ABC News and other outlets first reported late Thursday evening that President Donald Trump plans to pardon I. Lewis “Scooter” Libby, a former high-level official in the George W. Bush administration.
It is the third pardon from the president since taking office, the first two being former Arizona Sheriff Joe Arpaio and former Navy sailor Kristian Saucier.
Arpaio was convicted of criminal contempt of court after allegedly deliberately ignoring a judge’s order that he stop detaining people based on suspicions they might be in the country illegally.
Saucier pleaded guilty to unauthorized possession and retention of national defense information for taking photos of a classified submarine. Trump has referenced Saucier’s case as an example of how he felt federal investigators were going to easy on Hillary Clinton in regard to her use of classified material.
But who is Scooter Libby, and why was Trump be inclined to pardon him?
Libby is most well known as Vice President Dick Cheney’s chief of staff as well as assistant to the vice president for national security affairs and assistant to the president.
Prior to joining the administration, Libby leaped between jobs as a private lawyer and as a legal mind in the U.S. State Department and Department of Defense.
In 2003, Libby became embroiled in a major scandal later known as the “Plame Affair,” wherein special prosecutor Patrick J. Fitzgerald investigated the leak of covert CIA operative Valerie Plame’s real identity.
Libby was not accused of the leak itself, but was indicted and later convicted of perjury, obstruction of justice and making false statements while giving testimony to a grand jury.
Libby told a grand jury he only learned of Plame’s secret from what he had heard in conversations with reporters, but the special prosecutor maintained that Libby was at “the beginning” of the chain, not the end, ABC News reported at the time.

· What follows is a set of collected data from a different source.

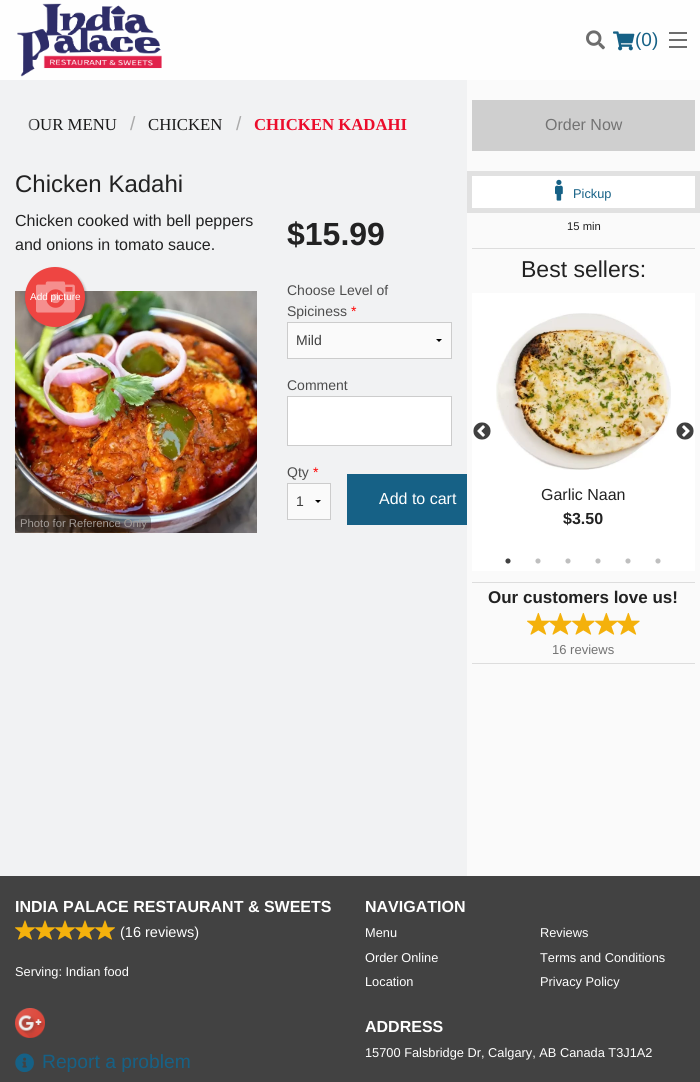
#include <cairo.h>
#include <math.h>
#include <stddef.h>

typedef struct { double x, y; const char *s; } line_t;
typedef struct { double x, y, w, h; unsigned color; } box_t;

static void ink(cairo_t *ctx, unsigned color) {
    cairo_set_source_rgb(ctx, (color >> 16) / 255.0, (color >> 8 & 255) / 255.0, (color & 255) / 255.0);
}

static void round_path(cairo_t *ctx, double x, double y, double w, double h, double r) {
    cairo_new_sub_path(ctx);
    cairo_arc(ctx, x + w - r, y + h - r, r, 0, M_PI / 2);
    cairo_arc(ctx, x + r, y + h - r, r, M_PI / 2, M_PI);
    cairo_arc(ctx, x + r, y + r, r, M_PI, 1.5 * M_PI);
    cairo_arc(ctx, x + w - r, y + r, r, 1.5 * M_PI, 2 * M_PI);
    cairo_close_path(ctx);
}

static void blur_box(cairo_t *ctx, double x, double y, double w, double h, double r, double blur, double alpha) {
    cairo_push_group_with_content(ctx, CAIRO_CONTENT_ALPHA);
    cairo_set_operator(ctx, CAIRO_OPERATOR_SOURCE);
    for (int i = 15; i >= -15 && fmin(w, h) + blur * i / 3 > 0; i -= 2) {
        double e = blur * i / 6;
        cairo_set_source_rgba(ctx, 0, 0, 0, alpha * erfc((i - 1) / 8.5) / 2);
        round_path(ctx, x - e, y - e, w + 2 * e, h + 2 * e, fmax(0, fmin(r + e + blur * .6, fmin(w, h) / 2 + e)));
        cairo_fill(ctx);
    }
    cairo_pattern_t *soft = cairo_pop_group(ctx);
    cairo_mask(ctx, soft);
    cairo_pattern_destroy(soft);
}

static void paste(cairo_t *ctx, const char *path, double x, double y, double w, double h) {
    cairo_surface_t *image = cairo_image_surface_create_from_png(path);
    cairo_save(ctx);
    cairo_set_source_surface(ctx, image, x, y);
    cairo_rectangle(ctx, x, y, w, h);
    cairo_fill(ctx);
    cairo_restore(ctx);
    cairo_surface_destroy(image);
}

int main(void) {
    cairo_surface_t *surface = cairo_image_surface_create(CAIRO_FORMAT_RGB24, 700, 1082);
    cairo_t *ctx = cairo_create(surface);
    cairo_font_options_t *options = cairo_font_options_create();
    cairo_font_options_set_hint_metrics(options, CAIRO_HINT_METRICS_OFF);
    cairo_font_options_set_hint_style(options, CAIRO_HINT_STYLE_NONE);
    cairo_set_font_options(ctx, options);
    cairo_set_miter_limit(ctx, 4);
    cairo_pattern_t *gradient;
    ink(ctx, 0xF1F2F3);
    cairo_paint(ctx);
    ink(ctx, 0xFEFEFE);
    cairo_rectangle(ctx, 0, 0, 700, 80);
    cairo_fill(ctx);
    paste(ctx, "media/1.png", 17, 3, 145, 74);
    paste(ctx, "media/2.png", 586, 30, 19, 20);
    paste(ctx, "media/3.png", 613, 31, 22, 20);
    cairo_select_font_face(ctx, "Liberation Sans", CAIRO_FONT_SLANT_NORMAL, CAIRO_FONT_WEIGHT_NORMAL);
    cairo_set_font_size(ctx, 19);
    ink(ctx, 0x166186);
    cairo_move_to(ctx, 635, 46);
    cairo_show_text(ctx, "(0)");
    {
        static const box_t items[] = {
            {669, 46, 18, 2, 0x6D6D6D},
            {669, 39, 18, 2, 0x6D6D6D},
            {669, 32, 18, 2, 0x6D6D6D},
        };
        for (size_t i = 0; i < sizeof items / sizeof *items; i++) {
            ink(ctx, items[i].color);
            cairo_rectangle(ctx, items[i].x, items[i].y, items[i].w, items[i].h);
            cairo_fill(ctx);
        }
    }
    cairo_select_font_face(ctx, "Liberation Serif", CAIRO_FONT_SLANT_NORMAL, CAIRO_FONT_WEIGHT_NORMAL);
    cairo_set_font_size(ctx, 16.75);
    ink(ctx, 0x1A1A1A);
    cairo_move_to(ctx, 28, 130);
    cairo_show_text(ctx, "OUR MENU");
    cairo_select_font_face(ctx, "Liberation Sans", CAIRO_FONT_SLANT_NORMAL, CAIRO_FONT_WEIGHT_NORMAL);
    cairo_set_font_size(ctx, 19.25);
    ink(ctx, 0xAAAAAA);
    cairo_move_to(ctx, 130, 130);
    cairo_show_text(ctx, "/");
    cairo_select_font_face(ctx, "Liberation Serif", CAIRO_FONT_SLANT_NORMAL, CAIRO_FONT_WEIGHT_NORMAL);
    cairo_set_font_size(ctx, 16.75);
    ink(ctx, 0x1A1A1A);
    cairo_move_to(ctx, 148, 130);
    cairo_show_text(ctx, "CHICKEN");
    cairo_select_font_face(ctx, "Liberation Sans", CAIRO_FONT_SLANT_NORMAL, CAIRO_FONT_WEIGHT_NORMAL);
    cairo_set_font_size(ctx, 19.25);
    ink(ctx, 0xAAAAAA);
    cairo_move_to(ctx, 236, 130);
    cairo_show_text(ctx, "/");
    cairo_select_font_face(ctx, "Liberation Serif", CAIRO_FONT_SLANT_NORMAL, CAIRO_FONT_WEIGHT_BOLD);
    cairo_set_font_size(ctx, 16.75);
    ink(ctx, 0xEB0C2B);
    cairo_move_to(ctx, 254, 130);
    cairo_show_text(ctx, "CHICKEN KADAHI");
    gradient = cairo_pattern_create_linear(35, 120, 0, 120);
    cairo_pattern_add_color_stop_rgba(gradient, 0, 0.945, 0.949, 0.953, 0);
    cairo_pattern_add_color_stop_rgba(gradient, 0.43, 0.945, 0.949, 0.953, 1);
    cairo_pattern_add_color_stop_rgba(gradient, 1, 0.945, 0.949, 0.953, 1);
    cairo_set_source(ctx, gradient);
    cairo_pattern_destroy(gradient);
    cairo_rectangle(ctx, 28, 119, 7, 12);
    cairo_fill(ctx);
    cairo_select_font_face(ctx, "Liberation Sans", CAIRO_FONT_SLANT_NORMAL, CAIRO_FONT_WEIGHT_NORMAL);
    cairo_set_font_size(ctx, 24);
    ink(ctx, 0x222222);
    cairo_move_to(ctx, 15, 192);
    cairo_show_text(ctx, "Chicken Kadahi");
    cairo_set_font_size(ctx, 16);
    cairo_move_to(ctx, 15, 226);
    cairo_show_text(ctx, "Chicken cooked with bell peppers");
    cairo_move_to(ctx, 15, 250);
    cairo_show_text(ctx, "and onions in tomato sauce.");
    paste(ctx, "media/4.png", 15, 291, 242, 242);
    ink(ctx, 0x000000);
    blur_box(ctx, 25, 268, 62, 62, 31, 1, 0.2);
    ink(ctx, 0xEE4542);
    cairo_arc(ctx, 55, 297, 30, 0, 2 * M_PI);
    cairo_fill(ctx);
    paste(ctx, "media/5.png", 36, 281, 39, 32);
    cairo_set_font_size(ctx, 10);
    ink(ctx, 0xFFFFFF);
    cairo_move_to(ctx, 30, 300);
    cairo_show_text(ctx, "Add picture");
    cairo_set_source_rgba(ctx, 0, 0, 0, 0.3);
    round_path(ctx, 15, 515, 136, 17, 5);
    cairo_fill(ctx);
    cairo_set_font_size(ctx, 11.25);
    ink(ctx, 0xA29B97);
    cairo_move_to(ctx, 20, 527);
    cairo_show_text(ctx, "Photo for Reference Only");
    cairo_select_font_face(ctx, "Liberation Sans", CAIRO_FONT_SLANT_NORMAL, CAIRO_FONT_WEIGHT_BOLD);
    cairo_set_font_size(ctx, 32);
    ink(ctx, 0x222222);
    cairo_move_to(ctx, 287, 245);
    cairo_show_text(ctx, "$15.99");
    cairo_select_font_face(ctx, "Liberation Sans", CAIRO_FONT_SLANT_NORMAL, CAIRO_FONT_WEIGHT_NORMAL);
    cairo_set_font_size(ctx, 14);
    ink(ctx, 0x4D4D4D);
    cairo_move_to(ctx, 287, 295);
    cairo_show_text(ctx, "Choose Level of");
    cairo_move_to(ctx, 287, 316);
    cairo_show_text(ctx, "Spiciness");
    ink(ctx, 0xFF0000);
    cairo_move_to(ctx, 351, 316);
    cairo_show_text(ctx, "*");
    ink(ctx, 0xFAFAFA);
    cairo_rectangle(ctx, 288, 323, 163, 35);
    cairo_fill(ctx);
    ink(ctx, 0x000000);
    cairo_new_path(ctx);
    cairo_move_to(ctx, 442, 339);
    cairo_line_to(ctx, 439, 342);
    cairo_line_to(ctx, 436, 339);
    cairo_close_path(ctx);
    cairo_fill(ctx);
    cairo_rectangle(ctx, 287.5, 322.5, 164, 36);
    ink(ctx, 0xCCCCCC);
    cairo_set_line_width(ctx, 1);
    cairo_stroke(ctx);
    ink(ctx, 0x3F3F3F);
    cairo_move_to(ctx, 296, 345);
    cairo_show_text(ctx, "Mild");
    ink(ctx, 0x4D4D4D);
    cairo_move_to(ctx, 287, 390);
    cairo_show_text(ctx, "Comment");
    ink(ctx, 0xFFFFFF);
    cairo_rectangle(ctx, 287.5, 396.5, 164, 49);
    cairo_fill_preserve(ctx);
    ink(ctx, 0xCCCCCC);
    cairo_stroke(ctx);
    ink(ctx, 0x4D4D4D);
    cairo_move_to(ctx, 287, 477);
    cairo_show_text(ctx, "Qty");
    ink(ctx, 0xFF0000);
    cairo_move_to(ctx, 313, 477);
    cairo_show_text(ctx, "*");
    ink(ctx, 0xFAFAFA);
    cairo_rectangle(ctx, 288, 484, 42, 35);
    cairo_fill(ctx);
    ink(ctx, 0x000000);
    cairo_new_path(ctx);
    cairo_move_to(ctx, 321, 500);
    cairo_line_to(ctx, 318, 503);
    cairo_line_to(ctx, 315, 500);
    cairo_close_path(ctx);
    cairo_fill(ctx);
    cairo_rectangle(ctx, 287.5, 483.5, 43, 36);
    ink(ctx, 0xCCCCCC);
    cairo_stroke(ctx);
    ink(ctx, 0x3F3F3F);
    cairo_move_to(ctx, 296, 506);
    cairo_show_text(ctx, "1");
    ink(ctx, 0x166186);
    cairo_rectangle(ctx, 347, 474, 120, 51);
    cairo_fill(ctx);
    cairo_set_font_size(ctx, 16);
    ink(ctx, 0xFFFFFF);
    cairo_move_to(ctx, 379, 504);
    cairo_show_text(ctx, "Add to cart");
    ink(ctx, 0xFAFAFA);
    cairo_rectangle(ctx, 467, 80, 233, 796);
    cairo_fill(ctx);
    ink(ctx, 0xCFCFCF);
    cairo_rectangle(ctx, 472, 100, 223, 51);
    cairo_fill(ctx);
    ink(ctx, 0x737373);
    cairo_move_to(ctx, 545, 130);
    cairo_show_text(ctx, "Order Now");
    ink(ctx, 0xE1E1E1);
    cairo_rectangle(ctx, 467, 171, 233, 42);
    cairo_fill(ctx);
    ink(ctx, 0xFFFFFF);
    cairo_rectangle(ctx, 472, 176, 223, 32);
    cairo_fill(ctx);
    paste(ctx, "media/6.png", 555, 179, 8, 22);
    cairo_set_font_size(ctx, 12.8);
    ink(ctx, 0x166186);
    cairo_move_to(ctx, 573, 198);
    cairo_show_text(ctx, "Pickup");
    cairo_set_font_size(ctx, 11.25);
    ink(ctx, 0x222222);
    cairo_move_to(ctx, 567, 230);
    cairo_show_text(ctx, "15 min");
    ink(ctx, 0xDDDDDD);
    cairo_rectangle(ctx, 472, 248, 223, 1);
    cairo_fill(ctx);
    cairo_set_font_size(ctx, 23);
    ink(ctx, 0x222222);
    cairo_move_to(ctx, 521, 277);
    cairo_show_text(ctx, "Best sellers:");
    ink(ctx, 0xFFFFFF);
    cairo_rectangle(ctx, 472, 293, 223, 278);
    cairo_fill(ctx);
    paste(ctx, "media/7.png", 473, 422, 18, 18);
    paste(ctx, "media/8.png", 676, 422, 18, 18);
    paste(ctx, "media/9.png", 496, 313, 175, 157);
    cairo_set_font_size(ctx, 16);
    ink(ctx, 0x222222);
    cairo_move_to(ctx, 541, 500);
    cairo_show_text(ctx, "Garlic Naan");
    cairo_select_font_face(ctx, "Liberation Sans", CAIRO_FONT_SLANT_NORMAL, CAIRO_FONT_WEIGHT_BOLD);
    cairo_move_to(ctx, 563, 524);
    cairo_show_text(ctx, "$3.50");
    paste(ctx, "media/10.png", 505, 558, 6, 6);
    paste(ctx, "media/11.png", 535, 558, 6, 6);
    paste(ctx, "media/11.png", 565, 558, 6, 6);
    paste(ctx, "media/11.png", 595, 558, 6, 6);
    paste(ctx, "media/11.png", 625, 558, 6, 6);
    paste(ctx, "media/11.png", 655, 558, 6, 6);
    ink(ctx, 0xDDDDDD);
    cairo_rectangle(ctx, 472, 582, 223, 1);
    cairo_fill(ctx);
    cairo_set_font_size(ctx, 17);
    ink(ctx, 0x222222);
    cairo_move_to(ctx, 488, 603);
    cairo_show_text(ctx, "Our customers love us!");
    paste(ctx, "media/12.png", 527, 612, 23, 23);
    paste(ctx, "media/13.png", 549, 612, 23, 23);
    paste(ctx, "media/12.png", 572, 612, 23, 23);
    paste(ctx, "media/12.png", 595, 612, 23, 23);
    paste(ctx, "media/13.png", 617, 612, 23, 23);
    cairo_select_font_face(ctx, "Liberation Sans", CAIRO_FONT_SLANT_NORMAL, CAIRO_FONT_WEIGHT_NORMAL);
    cairo_set_font_size(ctx, 13);
    ink(ctx, 0x737373);
    cairo_move_to(ctx, 552, 654);
    cairo_show_text(ctx, "16 reviews");
    ink(ctx, 0xDDDDDD);
    cairo_rectangle(ctx, 472, 663, 223, 1);
    cairo_fill(ctx);
    ink(ctx, 0x424242);
    cairo_rectangle(ctx, 0, 876, 700, 206);
    cairo_fill(ctx);
    cairo_select_font_face(ctx, "Liberation Sans", CAIRO_FONT_SLANT_NORMAL, CAIRO_FONT_WEIGHT_BOLD);
    cairo_set_font_size(ctx, 16);
    ink(ctx, 0xFFFFFF);
    cairo_move_to(ctx, 15, 912);
    cairo_show_text(ctx, "INDIA PALACE RESTAURANT & SWEETS");
    paste(ctx, "media/14.png", 15, 920, 20, 20);
    paste(ctx, "media/14.png", 35, 920, 20, 20);
    paste(ctx, "media/14.png", 55, 920, 20, 20);
    paste(ctx, "media/14.png", 75, 920, 20, 20);
    paste(ctx, "media/14.png", 95, 920, 20, 20);
    cairo_select_font_face(ctx, "Liberation Sans", CAIRO_FONT_SLANT_NORMAL, CAIRO_FONT_WEIGHT_NORMAL);
    cairo_set_font_size(ctx, 14.5);
    cairo_move_to(ctx, 120, 937);
    cairo_show_text(ctx, "(16 reviews)");
    cairo_set_font_size(ctx, 12.8);
    cairo_move_to(ctx, 15, 976);
    cairo_show_text(ctx, "Serving: Indian food");
    paste(ctx, "media/15.png", 15, 1008, 30, 30);
    paste(ctx, "media/16.png", 15, 1053, 19, 20);
    cairo_set_font_size(ctx, 19.25);
    ink(ctx, 0x166186);
    cairo_move_to(ctx, 42, 1068);
    cairo_show_text(ctx, "Report a problem");
    cairo_select_font_face(ctx, "Liberation Sans", CAIRO_FONT_SLANT_NORMAL, CAIRO_FONT_WEIGHT_BOLD);
    cairo_set_font_size(ctx, 16);
    ink(ctx, 0xFFFFFF);
    cairo_move_to(ctx, 365, 912);
    cairo_show_text(ctx, "NAVIGATION");
    cairo_select_font_face(ctx, "Liberation Sans", CAIRO_FONT_SLANT_NORMAL, CAIRO_FONT_WEIGHT_NORMAL);
    cairo_set_font_size(ctx, 12.8);
    {
        static const line_t items[] = {
            {365, 937, "Menu"},
            {365, 962, "Order Online"},
            {365, 986, "Location"},
            {540, 937, "Reviews"},
            {540, 962, "Terms and Conditions"},
            {540, 986, "Privacy Policy"},
        };
        for (size_t i = 0; i < sizeof items / sizeof *items; i++) {
            cairo_move_to(ctx, items[i].x, items[i].y);
            cairo_show_text(ctx, items[i].s);
        }
    }
    cairo_select_font_face(ctx, "Liberation Sans", CAIRO_FONT_SLANT_NORMAL, CAIRO_FONT_WEIGHT_BOLD);
    cairo_set_font_size(ctx, 16);
    cairo_move_to(ctx, 365, 1032);
    cairo_show_text(ctx, "ADDRESS");
    cairo_select_font_face(ctx, "Liberation Sans", CAIRO_FONT_SLANT_NORMAL, CAIRO_FONT_WEIGHT_NORMAL);
    cairo_set_font_size(ctx, 12.8);
    cairo_move_to(ctx, 365, 1057);
    cairo_show_text(ctx, "15700 Falsbridge Dr, Calgary, AB Canada T3J1A2");
    cairo_surface_write_to_png(surface, "image.png");
    cairo_font_options_destroy(options);
    cairo_destroy(ctx);
    cairo_surface_destroy(surface);
    return 0;
}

President George W. Bush commuted Libby’s 30-month prison term, though he was still required to pay a $250,000, had his law license suspended and had to remain on probation for two years, CNN reported.
Bush’s hesitation to issue a full pardon angered Republicans and even Bush’s own close advisers, including Cheney. A pardon would have completely exonerated Libby, making it as though he had never been convicted.

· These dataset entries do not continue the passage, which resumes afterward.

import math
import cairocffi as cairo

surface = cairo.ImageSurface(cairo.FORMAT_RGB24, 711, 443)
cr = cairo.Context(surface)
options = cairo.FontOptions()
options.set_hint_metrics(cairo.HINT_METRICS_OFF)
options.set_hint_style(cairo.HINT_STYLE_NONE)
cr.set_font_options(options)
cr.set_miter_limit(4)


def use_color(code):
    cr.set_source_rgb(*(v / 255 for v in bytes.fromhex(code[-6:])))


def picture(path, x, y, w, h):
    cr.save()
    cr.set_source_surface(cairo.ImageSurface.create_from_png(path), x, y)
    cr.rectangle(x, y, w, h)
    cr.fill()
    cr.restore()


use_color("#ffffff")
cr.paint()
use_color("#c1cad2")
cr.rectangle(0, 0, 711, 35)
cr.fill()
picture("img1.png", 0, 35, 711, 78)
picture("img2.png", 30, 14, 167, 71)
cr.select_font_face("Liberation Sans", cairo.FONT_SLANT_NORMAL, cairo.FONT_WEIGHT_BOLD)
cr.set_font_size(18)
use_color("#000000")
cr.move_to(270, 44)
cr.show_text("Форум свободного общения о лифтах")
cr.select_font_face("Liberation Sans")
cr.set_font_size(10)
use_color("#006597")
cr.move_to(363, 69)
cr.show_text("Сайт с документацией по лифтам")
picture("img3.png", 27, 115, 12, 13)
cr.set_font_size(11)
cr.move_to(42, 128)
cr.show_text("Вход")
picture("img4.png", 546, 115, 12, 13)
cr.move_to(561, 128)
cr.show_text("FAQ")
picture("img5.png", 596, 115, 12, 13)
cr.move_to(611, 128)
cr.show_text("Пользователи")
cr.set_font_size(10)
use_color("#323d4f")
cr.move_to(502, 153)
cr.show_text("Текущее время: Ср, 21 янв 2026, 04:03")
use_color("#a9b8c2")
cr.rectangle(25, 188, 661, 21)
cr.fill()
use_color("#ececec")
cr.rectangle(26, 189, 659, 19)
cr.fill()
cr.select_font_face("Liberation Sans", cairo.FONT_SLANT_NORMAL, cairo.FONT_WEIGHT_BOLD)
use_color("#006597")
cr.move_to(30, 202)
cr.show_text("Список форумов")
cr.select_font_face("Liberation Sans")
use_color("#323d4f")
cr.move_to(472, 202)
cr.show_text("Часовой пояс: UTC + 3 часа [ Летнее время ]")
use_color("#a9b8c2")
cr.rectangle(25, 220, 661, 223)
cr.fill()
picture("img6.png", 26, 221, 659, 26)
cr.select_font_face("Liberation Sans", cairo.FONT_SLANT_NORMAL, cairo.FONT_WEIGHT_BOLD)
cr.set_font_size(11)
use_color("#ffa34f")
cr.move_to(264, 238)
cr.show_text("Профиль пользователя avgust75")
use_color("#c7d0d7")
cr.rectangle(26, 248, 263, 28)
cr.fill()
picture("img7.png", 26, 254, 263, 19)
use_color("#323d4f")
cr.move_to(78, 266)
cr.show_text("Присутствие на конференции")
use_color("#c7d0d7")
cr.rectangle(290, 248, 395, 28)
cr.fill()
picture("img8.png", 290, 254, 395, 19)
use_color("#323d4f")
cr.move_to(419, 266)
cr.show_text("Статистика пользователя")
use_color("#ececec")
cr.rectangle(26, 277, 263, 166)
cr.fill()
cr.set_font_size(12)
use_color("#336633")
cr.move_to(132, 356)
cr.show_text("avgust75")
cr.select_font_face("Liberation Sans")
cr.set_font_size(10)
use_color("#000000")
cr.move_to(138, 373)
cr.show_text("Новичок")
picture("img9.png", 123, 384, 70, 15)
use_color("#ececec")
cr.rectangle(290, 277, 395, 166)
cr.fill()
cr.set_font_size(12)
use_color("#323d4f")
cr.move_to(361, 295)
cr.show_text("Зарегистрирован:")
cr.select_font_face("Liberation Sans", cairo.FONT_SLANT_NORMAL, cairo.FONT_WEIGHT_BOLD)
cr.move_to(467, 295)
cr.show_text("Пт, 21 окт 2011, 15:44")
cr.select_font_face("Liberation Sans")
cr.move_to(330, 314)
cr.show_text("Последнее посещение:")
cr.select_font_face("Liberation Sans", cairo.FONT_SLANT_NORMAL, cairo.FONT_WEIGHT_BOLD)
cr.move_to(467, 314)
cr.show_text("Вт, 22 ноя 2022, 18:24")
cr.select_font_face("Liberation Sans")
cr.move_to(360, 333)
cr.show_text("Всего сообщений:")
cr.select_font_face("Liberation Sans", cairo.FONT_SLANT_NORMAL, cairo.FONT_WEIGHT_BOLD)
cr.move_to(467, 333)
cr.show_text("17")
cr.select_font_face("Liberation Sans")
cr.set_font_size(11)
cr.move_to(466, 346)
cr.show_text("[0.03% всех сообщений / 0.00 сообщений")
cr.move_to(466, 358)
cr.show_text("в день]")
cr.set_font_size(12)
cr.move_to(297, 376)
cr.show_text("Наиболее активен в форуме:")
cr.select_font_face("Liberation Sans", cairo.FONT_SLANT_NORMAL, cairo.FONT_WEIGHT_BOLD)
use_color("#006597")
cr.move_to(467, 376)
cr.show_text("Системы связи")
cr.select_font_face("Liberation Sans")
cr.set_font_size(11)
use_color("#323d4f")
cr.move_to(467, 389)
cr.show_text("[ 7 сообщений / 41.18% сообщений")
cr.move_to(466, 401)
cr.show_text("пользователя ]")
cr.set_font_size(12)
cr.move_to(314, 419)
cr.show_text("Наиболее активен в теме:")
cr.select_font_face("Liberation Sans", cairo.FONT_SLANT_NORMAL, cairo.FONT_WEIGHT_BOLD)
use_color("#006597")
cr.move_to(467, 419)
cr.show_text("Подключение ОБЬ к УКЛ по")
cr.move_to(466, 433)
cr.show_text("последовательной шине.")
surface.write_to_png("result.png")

Libby has remained out of the political spotlight since then. His voting rights were restored in 2013 and his license to practice law reinstated in 2016, where he told the Board on Professional Responsibility he declared himself innocent of the offenses he was convicted of.
President Trump’s pardon effectively wipes the slate clean. There are a few connections between the two men that may add context to Trump’s move to pardon.
Fitzgerald was a friend of James Comey, the former FBI director whom Trump fired in May of 2017. Comey is set to release a scathing book criticizing the president later in April.
President Trump’s new national security adviser John Bolton was also one of the former officials who criticized Bush for not pardoning Libby at the time, saying “If you think it was a miscarriage of justice, then you think it shouldn’t have gone to a jury to begin with,” according to The New York Times.